Ah, ¿y no os parece que una estatua quebrada es la imagen más melancólica del mundo? Porque, si asumimos que las estatuas juegan con la idea de lo eterno, y con la eternidad; si pensamos que las estatuas, impertérritas, se burlan silenciosamente del tiempo, entonces ver una estatua quebrada supone un revés que el tiempo mismo da a esa eternidad para la que han sido definidas. Como si el hecho de quebrarse la estatua por el paso del tiempo hiciera crujir a la eternidad misma. Como si hasta lo que presuntamente había de ser eterno, desde dentro mismo de su ser nos dijera: mirad, no puedo ser eterno, me vence el tiempo. Por eso, es raro pasear por un cementerio y ver estatuas caídas o quebradas o rotas: hay una crueldad extraña que ataca al centro de la esperanza misma de quien cree en la vida eterna que le ha de esperar en la otra vida. Y, ¿no os parece que es aún más raro ver la estatua de un ángel caída, quebrada o rota? Pues si antes, al ver una estatua derruída de este modo hacía que te creciera una fatiga honda en el espíritu, ahora, al ver del mismo modo la de un ángel, la fatiga que te crece es doble: por ser una estatua y estar esta quebrada; y por ser una estatua que, además, es la representación de un ángel (pues: ¿cómo puede, un ser que ha sido enviado por Dios mismo, caer y quebrarse?, ¿no estaba eso reservado, únicamente, para el malo del mundo?)

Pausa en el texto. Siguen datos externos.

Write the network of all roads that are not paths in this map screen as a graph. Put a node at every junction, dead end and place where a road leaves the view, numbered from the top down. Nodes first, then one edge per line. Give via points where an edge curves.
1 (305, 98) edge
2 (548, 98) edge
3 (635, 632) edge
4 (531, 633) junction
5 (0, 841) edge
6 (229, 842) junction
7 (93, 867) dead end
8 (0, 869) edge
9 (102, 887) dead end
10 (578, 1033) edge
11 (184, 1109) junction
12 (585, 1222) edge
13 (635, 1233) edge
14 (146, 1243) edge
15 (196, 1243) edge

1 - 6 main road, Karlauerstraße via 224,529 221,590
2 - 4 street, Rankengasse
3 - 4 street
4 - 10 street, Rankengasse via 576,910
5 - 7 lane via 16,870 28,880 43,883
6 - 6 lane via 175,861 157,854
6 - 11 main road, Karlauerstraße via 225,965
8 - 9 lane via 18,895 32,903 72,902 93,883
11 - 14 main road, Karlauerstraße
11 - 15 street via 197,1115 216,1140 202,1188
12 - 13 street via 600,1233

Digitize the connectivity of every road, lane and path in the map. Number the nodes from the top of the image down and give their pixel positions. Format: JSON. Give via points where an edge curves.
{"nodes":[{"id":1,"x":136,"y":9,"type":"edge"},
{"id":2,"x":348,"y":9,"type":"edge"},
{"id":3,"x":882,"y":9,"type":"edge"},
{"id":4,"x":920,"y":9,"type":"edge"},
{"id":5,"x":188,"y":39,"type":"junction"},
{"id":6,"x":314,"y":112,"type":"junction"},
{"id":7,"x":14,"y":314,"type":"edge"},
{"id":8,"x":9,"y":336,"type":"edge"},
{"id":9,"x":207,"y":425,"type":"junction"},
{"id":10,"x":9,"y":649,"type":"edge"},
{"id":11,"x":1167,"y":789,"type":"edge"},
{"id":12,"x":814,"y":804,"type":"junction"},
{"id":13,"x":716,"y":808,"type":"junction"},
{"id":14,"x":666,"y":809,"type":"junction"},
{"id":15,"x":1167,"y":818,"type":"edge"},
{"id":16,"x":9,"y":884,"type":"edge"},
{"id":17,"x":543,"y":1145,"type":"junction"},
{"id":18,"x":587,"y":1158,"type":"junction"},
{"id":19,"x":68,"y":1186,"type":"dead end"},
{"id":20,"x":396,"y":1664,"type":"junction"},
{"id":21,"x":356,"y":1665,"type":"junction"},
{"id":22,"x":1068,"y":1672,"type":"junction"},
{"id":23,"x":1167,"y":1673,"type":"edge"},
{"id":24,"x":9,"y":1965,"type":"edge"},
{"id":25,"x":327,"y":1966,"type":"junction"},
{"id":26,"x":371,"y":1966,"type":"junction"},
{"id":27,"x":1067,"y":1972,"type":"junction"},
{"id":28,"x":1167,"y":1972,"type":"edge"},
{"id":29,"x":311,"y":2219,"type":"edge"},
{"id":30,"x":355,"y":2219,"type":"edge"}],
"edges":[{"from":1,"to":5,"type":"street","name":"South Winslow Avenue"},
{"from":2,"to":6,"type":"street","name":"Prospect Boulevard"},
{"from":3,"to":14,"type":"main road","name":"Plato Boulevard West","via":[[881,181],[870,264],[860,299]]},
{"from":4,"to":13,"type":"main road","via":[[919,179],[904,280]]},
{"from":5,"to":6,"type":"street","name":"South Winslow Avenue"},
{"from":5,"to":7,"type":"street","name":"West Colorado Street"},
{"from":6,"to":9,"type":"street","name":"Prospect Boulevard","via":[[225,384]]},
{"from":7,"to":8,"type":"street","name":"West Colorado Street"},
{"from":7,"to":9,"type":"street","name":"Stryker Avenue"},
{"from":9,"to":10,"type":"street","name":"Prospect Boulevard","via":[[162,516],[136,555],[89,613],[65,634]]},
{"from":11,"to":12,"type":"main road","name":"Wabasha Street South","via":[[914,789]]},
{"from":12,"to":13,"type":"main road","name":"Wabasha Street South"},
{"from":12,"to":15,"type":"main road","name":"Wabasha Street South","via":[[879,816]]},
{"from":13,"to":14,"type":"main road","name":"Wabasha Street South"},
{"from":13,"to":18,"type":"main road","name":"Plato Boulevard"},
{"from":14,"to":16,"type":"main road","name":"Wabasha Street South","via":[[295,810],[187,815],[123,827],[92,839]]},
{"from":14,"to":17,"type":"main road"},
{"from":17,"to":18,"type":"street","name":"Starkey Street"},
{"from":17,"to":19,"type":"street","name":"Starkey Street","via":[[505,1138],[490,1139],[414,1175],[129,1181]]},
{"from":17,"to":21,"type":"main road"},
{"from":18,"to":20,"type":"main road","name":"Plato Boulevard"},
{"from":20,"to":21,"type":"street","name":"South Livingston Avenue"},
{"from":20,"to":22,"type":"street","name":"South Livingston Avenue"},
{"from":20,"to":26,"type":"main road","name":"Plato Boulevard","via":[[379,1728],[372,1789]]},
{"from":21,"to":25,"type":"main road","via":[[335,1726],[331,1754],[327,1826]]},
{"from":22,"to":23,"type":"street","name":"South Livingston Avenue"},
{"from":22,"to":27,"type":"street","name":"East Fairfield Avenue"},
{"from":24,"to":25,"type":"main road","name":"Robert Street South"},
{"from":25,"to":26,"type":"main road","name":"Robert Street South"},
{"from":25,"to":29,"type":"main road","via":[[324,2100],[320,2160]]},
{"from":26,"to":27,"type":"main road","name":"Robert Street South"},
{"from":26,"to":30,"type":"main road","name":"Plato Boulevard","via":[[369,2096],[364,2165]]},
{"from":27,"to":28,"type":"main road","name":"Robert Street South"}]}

Hablaba de las estatuas rotas. Y de la melancolía que produce el mirarlas. Pero no son estas estatuas las únicas capaces de hacer crecer la melancólia en quien las mira. Lo son también aquellas estatuas que representan a personas que ya han muerto pero que un día, cuando estuvieron vivas, fueron grandes. Aquellas estatuas que representan a personas que un día fueron héroes, tanto en lo intelectual como en lo físico. Aquellas estatuas que prolongan, desde el pasado hasta el presente, la presencia de la persona a la que representan pero que hacen evidente, precisamente por la ausencia de esta persona que un día fue grande, la finitud del tiempo que nos ha tocado vivir: pues si aquellos que fueron grandes vieron como se agotó su tiempo y de ellos no queda más que el recuerdo, hecho presente para nosotros por la presencia de una estatua, ¿no va a agotar el destino, y aun con más motivo pues somos tan sólo unos pobres mediocres, el nuestro? Me acuerdo de la emoción intensísima que sentí cuando, en Roma, me senté en el pedestal de la estatua que la ciudad había erigido en honor de Giordano Bruno; y me acuerdo lo mismo de cuando, pensando en lo descomunal del intelecto del insigne filósofo al que la estatua representa, y pensando lo mismo en el tiempo que había huído desde que sus huesos se habían confundido con el polvo de la tierra, estremecido, lloré.